The answer must be every line of the records below that contains the word "highway", copied out.

++++

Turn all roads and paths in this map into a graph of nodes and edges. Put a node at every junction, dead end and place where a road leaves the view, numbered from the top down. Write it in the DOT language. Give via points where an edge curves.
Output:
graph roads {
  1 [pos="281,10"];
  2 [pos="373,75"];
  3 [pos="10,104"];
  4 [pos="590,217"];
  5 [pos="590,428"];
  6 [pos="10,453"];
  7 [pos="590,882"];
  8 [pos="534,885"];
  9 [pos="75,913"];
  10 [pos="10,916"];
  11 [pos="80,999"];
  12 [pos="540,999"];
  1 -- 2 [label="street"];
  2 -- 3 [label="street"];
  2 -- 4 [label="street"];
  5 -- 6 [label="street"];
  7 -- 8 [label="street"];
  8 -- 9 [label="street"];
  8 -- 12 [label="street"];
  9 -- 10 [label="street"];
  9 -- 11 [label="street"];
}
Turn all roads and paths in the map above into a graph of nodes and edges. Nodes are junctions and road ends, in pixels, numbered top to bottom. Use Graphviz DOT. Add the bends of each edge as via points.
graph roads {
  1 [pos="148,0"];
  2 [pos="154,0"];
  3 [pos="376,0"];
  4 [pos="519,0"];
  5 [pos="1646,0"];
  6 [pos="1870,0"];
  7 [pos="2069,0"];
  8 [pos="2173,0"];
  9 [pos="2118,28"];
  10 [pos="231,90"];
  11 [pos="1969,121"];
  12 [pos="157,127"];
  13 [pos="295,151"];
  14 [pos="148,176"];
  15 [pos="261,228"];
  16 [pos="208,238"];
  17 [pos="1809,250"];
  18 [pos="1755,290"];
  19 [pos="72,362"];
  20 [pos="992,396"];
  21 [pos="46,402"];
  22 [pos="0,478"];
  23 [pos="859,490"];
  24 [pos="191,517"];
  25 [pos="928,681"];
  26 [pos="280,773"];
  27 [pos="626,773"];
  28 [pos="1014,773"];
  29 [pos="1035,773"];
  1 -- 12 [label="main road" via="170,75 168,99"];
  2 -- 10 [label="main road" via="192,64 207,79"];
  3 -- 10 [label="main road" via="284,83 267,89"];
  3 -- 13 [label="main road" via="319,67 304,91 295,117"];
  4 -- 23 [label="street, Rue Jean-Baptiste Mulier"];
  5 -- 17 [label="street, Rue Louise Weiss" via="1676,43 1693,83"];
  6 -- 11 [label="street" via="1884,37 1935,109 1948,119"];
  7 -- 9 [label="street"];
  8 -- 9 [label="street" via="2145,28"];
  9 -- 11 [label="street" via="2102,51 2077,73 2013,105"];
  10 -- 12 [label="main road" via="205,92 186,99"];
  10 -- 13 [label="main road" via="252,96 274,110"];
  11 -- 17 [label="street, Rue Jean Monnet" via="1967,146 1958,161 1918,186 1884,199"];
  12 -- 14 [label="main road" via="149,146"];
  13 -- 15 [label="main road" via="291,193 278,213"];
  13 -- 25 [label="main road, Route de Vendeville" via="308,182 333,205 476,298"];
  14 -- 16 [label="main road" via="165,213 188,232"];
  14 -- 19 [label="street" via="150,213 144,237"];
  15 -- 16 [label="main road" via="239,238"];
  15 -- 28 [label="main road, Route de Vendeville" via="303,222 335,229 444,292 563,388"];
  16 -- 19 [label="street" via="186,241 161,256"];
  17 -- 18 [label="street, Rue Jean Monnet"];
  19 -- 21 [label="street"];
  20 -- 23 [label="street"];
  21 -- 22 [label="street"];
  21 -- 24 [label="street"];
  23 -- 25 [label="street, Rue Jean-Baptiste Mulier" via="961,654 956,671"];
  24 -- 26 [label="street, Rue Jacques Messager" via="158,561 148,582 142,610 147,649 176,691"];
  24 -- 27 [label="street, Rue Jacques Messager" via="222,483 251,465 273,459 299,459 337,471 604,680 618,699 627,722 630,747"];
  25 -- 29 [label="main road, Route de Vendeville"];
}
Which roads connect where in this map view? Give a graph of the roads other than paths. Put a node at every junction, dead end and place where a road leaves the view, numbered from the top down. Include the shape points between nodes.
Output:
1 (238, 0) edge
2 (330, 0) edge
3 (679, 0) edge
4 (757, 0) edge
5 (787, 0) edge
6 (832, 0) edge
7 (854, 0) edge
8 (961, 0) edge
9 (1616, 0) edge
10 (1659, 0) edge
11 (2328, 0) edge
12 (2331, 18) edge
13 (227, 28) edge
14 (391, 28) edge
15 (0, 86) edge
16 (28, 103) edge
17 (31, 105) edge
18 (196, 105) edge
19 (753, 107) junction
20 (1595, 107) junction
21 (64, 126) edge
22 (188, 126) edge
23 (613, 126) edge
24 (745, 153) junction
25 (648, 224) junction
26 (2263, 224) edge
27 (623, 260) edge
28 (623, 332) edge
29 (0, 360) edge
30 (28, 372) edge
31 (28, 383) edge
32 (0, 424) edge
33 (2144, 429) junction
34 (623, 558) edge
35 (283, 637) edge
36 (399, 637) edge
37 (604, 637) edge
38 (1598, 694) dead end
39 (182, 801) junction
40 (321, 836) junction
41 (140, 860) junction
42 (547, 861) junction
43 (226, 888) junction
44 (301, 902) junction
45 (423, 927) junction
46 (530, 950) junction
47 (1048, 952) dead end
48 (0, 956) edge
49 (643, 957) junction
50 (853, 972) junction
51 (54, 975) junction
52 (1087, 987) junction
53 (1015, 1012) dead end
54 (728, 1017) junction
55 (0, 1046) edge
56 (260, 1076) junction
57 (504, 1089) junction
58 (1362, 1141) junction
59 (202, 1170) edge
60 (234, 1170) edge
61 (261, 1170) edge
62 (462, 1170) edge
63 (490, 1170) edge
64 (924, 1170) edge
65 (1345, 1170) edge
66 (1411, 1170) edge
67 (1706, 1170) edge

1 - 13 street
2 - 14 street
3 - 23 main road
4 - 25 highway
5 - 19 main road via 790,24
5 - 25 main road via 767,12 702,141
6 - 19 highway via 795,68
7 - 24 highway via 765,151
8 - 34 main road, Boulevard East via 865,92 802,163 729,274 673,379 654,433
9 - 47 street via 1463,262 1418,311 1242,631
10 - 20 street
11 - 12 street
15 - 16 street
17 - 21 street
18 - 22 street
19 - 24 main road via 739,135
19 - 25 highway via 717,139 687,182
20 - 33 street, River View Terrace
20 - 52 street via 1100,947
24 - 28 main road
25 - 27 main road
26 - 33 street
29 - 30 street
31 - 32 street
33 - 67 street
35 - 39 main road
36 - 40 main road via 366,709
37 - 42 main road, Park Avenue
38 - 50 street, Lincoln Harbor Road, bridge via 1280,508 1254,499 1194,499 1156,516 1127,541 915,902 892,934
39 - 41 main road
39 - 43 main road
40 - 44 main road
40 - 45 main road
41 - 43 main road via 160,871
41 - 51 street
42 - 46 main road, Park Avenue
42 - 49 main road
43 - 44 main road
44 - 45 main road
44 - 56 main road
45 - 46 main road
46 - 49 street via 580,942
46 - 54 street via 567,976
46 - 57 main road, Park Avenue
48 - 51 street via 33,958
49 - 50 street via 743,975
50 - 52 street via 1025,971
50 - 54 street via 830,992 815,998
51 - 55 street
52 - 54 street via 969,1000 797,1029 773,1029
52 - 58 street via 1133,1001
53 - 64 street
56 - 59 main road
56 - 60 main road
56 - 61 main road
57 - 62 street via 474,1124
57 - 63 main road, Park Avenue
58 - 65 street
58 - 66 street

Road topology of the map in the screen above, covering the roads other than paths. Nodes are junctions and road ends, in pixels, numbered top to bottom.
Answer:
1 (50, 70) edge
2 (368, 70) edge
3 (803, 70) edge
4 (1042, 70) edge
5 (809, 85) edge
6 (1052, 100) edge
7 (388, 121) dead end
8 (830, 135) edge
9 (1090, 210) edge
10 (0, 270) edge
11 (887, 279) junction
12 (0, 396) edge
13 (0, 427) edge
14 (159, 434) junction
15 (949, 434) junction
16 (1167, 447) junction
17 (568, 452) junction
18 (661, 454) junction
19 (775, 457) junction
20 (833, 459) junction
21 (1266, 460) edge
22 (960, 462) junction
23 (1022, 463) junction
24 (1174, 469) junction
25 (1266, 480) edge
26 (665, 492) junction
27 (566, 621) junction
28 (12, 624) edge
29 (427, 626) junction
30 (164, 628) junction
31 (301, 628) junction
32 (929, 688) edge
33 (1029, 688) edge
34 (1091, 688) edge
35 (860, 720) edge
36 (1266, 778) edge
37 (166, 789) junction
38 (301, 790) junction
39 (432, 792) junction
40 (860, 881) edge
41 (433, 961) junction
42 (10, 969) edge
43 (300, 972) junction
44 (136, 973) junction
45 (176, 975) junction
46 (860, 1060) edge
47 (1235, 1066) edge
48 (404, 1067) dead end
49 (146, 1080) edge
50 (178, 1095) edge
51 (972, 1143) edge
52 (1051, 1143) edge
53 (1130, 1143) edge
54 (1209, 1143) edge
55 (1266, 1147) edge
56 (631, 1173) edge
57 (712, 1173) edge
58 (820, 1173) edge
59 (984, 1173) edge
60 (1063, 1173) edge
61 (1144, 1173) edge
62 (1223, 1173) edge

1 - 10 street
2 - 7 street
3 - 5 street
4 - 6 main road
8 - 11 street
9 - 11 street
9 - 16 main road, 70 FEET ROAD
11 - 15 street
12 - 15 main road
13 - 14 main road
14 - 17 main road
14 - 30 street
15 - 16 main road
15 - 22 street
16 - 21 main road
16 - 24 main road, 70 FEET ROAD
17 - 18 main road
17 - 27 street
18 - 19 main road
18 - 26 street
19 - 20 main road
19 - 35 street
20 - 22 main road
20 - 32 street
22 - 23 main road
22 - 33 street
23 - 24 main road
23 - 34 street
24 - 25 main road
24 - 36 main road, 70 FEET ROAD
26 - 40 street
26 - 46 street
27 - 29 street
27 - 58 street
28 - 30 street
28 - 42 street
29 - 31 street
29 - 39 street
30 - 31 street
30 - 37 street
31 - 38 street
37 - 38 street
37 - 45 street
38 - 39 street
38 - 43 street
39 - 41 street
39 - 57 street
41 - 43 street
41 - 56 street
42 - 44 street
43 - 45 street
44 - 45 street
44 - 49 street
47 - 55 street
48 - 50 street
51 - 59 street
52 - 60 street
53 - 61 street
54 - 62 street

++++

> _ANSWER BOX_
4 - 25 highway
6 - 19 highway via 795,68
7 - 24 highway via 765,151
19 - 25 highway via 717,139 687,182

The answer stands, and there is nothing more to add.